One-sided instantiation (diamond, collection literals)

Mon Nov 2 14:27:27 PST 2009

I've watched the recent diamond and collection literal threads with interest, but also with a certain bemusement; I believe there is a remarkably simple language change which is entirely free of ambiguity, complexity and (maybe even!) controversy, which elegantly negates the need for either in pursuit of a more concise yet clear java language.

In either case, the principal motivation is the desire to be able to declare and instantiate an object without unnecessary verbosity, and to improve the clarity of such statements.

Let me propose a simple language change which achieves this not only when declaring collections and generically defined objects, but for all cases where an object is declared and instantiated.

Any statement of the form

Foo foo=new Foo(myBar, myBaz);

can be replaced by

Foo foo(myBar, myBaz); 

With this simple change (which, like most language changes, will look a little odd the first few times you see it, but will very quickly become natural), plus the addition of varargs arguments to the major collections (ArrayList, LinkedList, HashSet, TreeSet and LinkedHashSet is probably enough), we have concise and unambigous collection instantiation, with or without generics.

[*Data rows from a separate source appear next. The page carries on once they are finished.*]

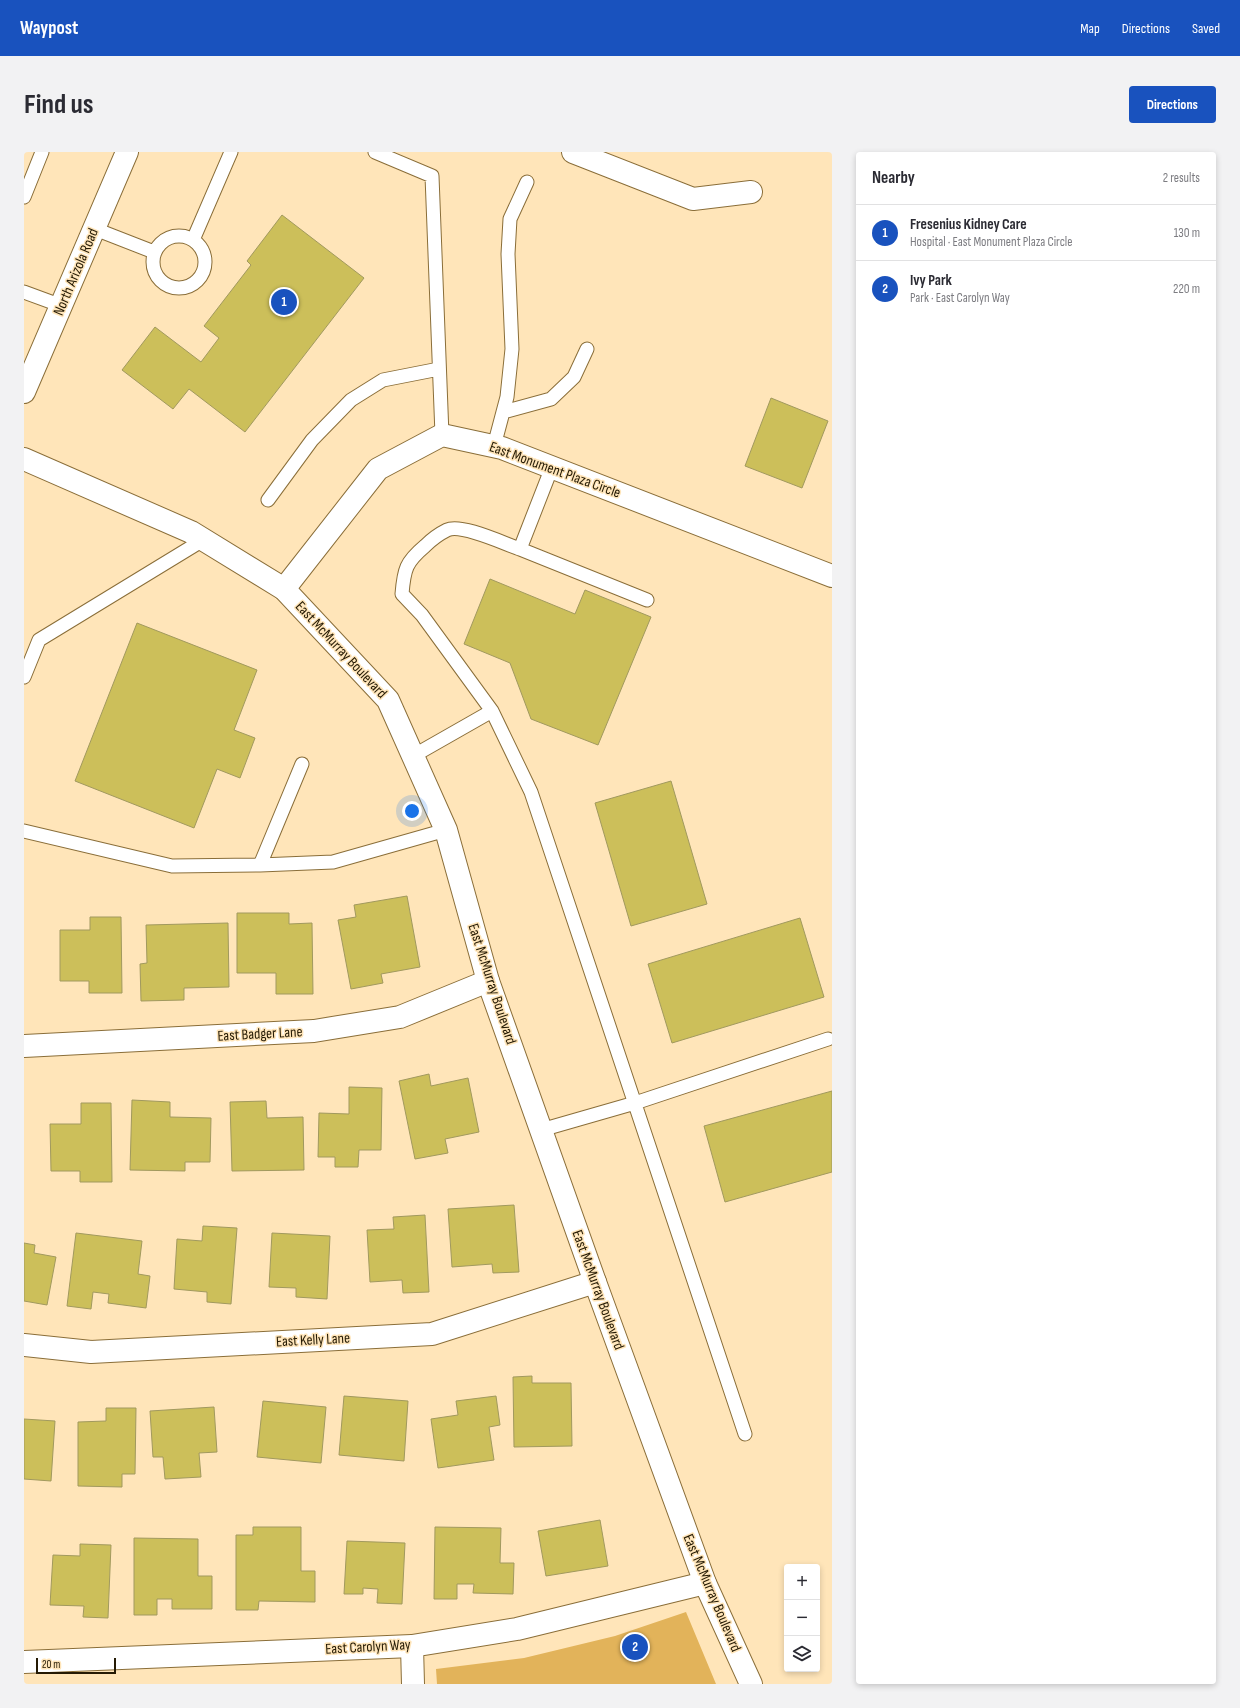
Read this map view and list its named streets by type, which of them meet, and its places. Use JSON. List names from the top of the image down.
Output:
{
  "streets": {
    "street": [
      "North Arizola Road",
      "East Monument Plaza Circle",
      "East McMurray Boulevard",
      "East Badger Lane",
      "East Kelly Lane",
      "East Carolyn Way"
    ]
  },
  "crossings": [
    ["East McMurray Boulevard", "East Badger Lane"],
    ["East McMurray Boulevard", "East Kelly Lane"],
    ["East McMurray Boulevard", "East Carolyn Way"]
  ],
  "scale_bar": "20 m",
  "page": {
    "header": "Waypost",
    "nav": ["Map", "Directions", "Saved"],
    "buttons": "Directions",
    "title": "Find us",
    "heading": ["Nearby", "2 results"],
    "list": [
      {
        "mark": "1",
        "name": "Fresenius Kidney Care",
        "note": "Hospital · East Monument Plaza Circle",
        "value": "130 m"
      },
      {
        "mark": "2",
        "name": "Ivy Park",
        "note": "Park · East Carolyn Way",
        "value": "220 m"
      }
    ],
    "pins": ["1", "2"],
    "map_buttons": ["+", "−"],
    "scale": "20 m"
  }
}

ArrayList<String> myList(myOtherStringList); // uses #ArrayList(Collection) ctr

LinkedHashSet<String> mySet("one", "two", "three"); // uses varargs ctr

MyNonGenericClassWithLongName myObject(someArgument); // improves readability and conciseness for any instantiating declaration

There is no inference necessary regarding the type of either the LHS *or* RHS, because there *is* no LHS or LHS ("one-sided instantiation").

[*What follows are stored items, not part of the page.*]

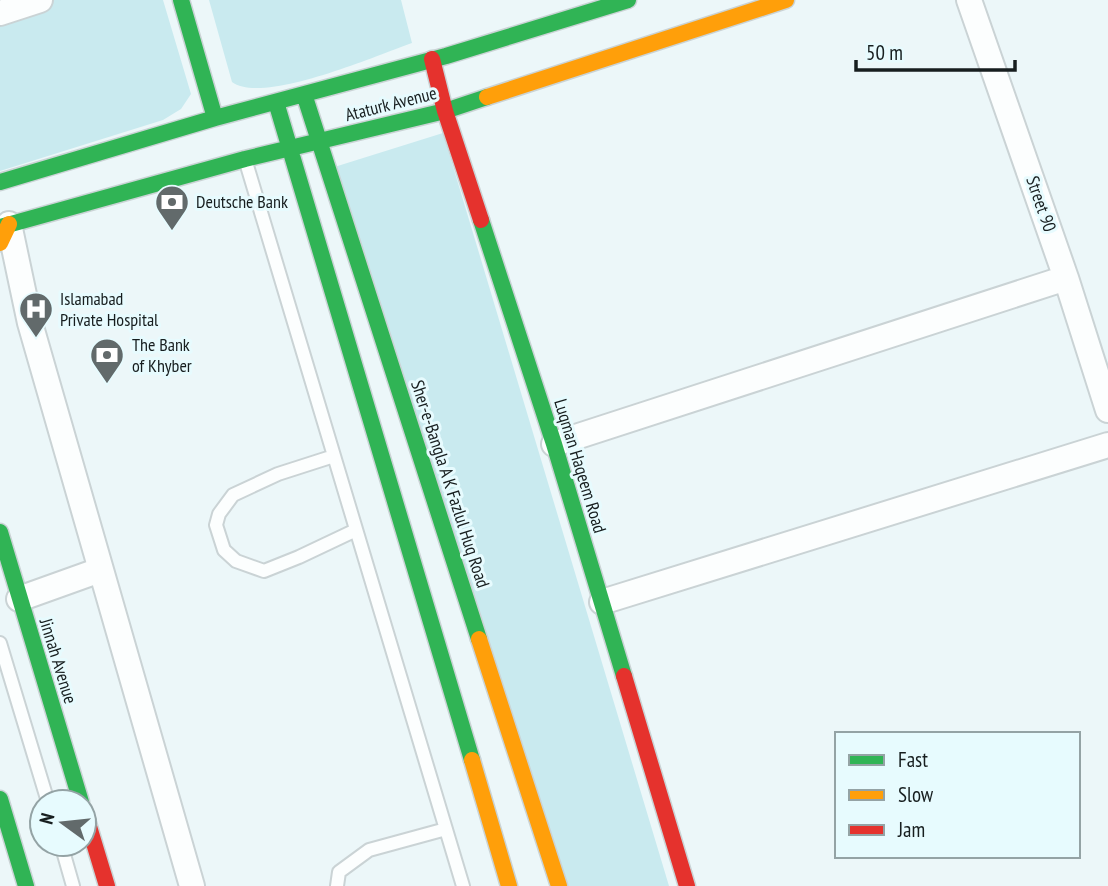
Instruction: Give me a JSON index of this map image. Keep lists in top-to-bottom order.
{
  "streets": {
    "street": [
      "Ataturk Avenue",
      "Street 90",
      "Luqman Haqeem Road",
      "Sher-e-Bangla A K Fazlul Huq Road",
      "Jinnah Avenue"
    ]
  },
  "crossings": [
    ["Ataturk Avenue", "Luqman Haqeem Road"],
    ["Ataturk Avenue", "Sher-e-Bangla A K Fazlul Huq Road"]
  ],
  "places": {
    "bank": ["Deutsche Bank", "The Bank of Khyber"],
    "hospital": ["Islamabad Private Hospital"]
  },
  "legend": ["Fast", "Slow", "Jam"],
  "scale_bar": "50 m",
  "north": "left"
}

I can foresee some objections that may be raised here ...

(i) I can't declare using the interface/base class but instantiate with a subclass.

Good. If its a TreeSet, say its a TreeSet. Thankfully, Java isn't Groovy or Scala, and in Java-land we think it is as important to say what we mean as it is to mean what we say. Obviously, in API declarations like Collections.sort(X), X should be the most generally applicable interface or base class. Not so for a local variable declaration or field declaration - the author of the code knows which (e.g.) Set subclass is actually used, and should state so clearly - the reader of the code then also knows, from the get-go, the characteristics of the subclass in use.

The cases where it is actually useful to say

Map<T, U> map=new HashMap<T, U>();
// (do something)
map=new TreeSet<T, U>();

(or anything similar) are incredibly rare, in my experience, and where you feel the need to write code like this, then you can still do so - just not using one-sided instantiation.

(ii) I can't pass a collection literal straight into a method without using new-varargs or a generic static method.

Again, I say good.

foo(Immutable.list("one", "two", "three"));

or 

foo(new TreeSet("x", "y", "z"))

are admittedly more verbose than

foo({"x", "y", "z"}) 

or 

foo(["a", "b", "c"])

but elide any of the ambiguity (already discussed at length in this list) regarding the exact type of collection. Again, don't just mean what you say, say what you mean.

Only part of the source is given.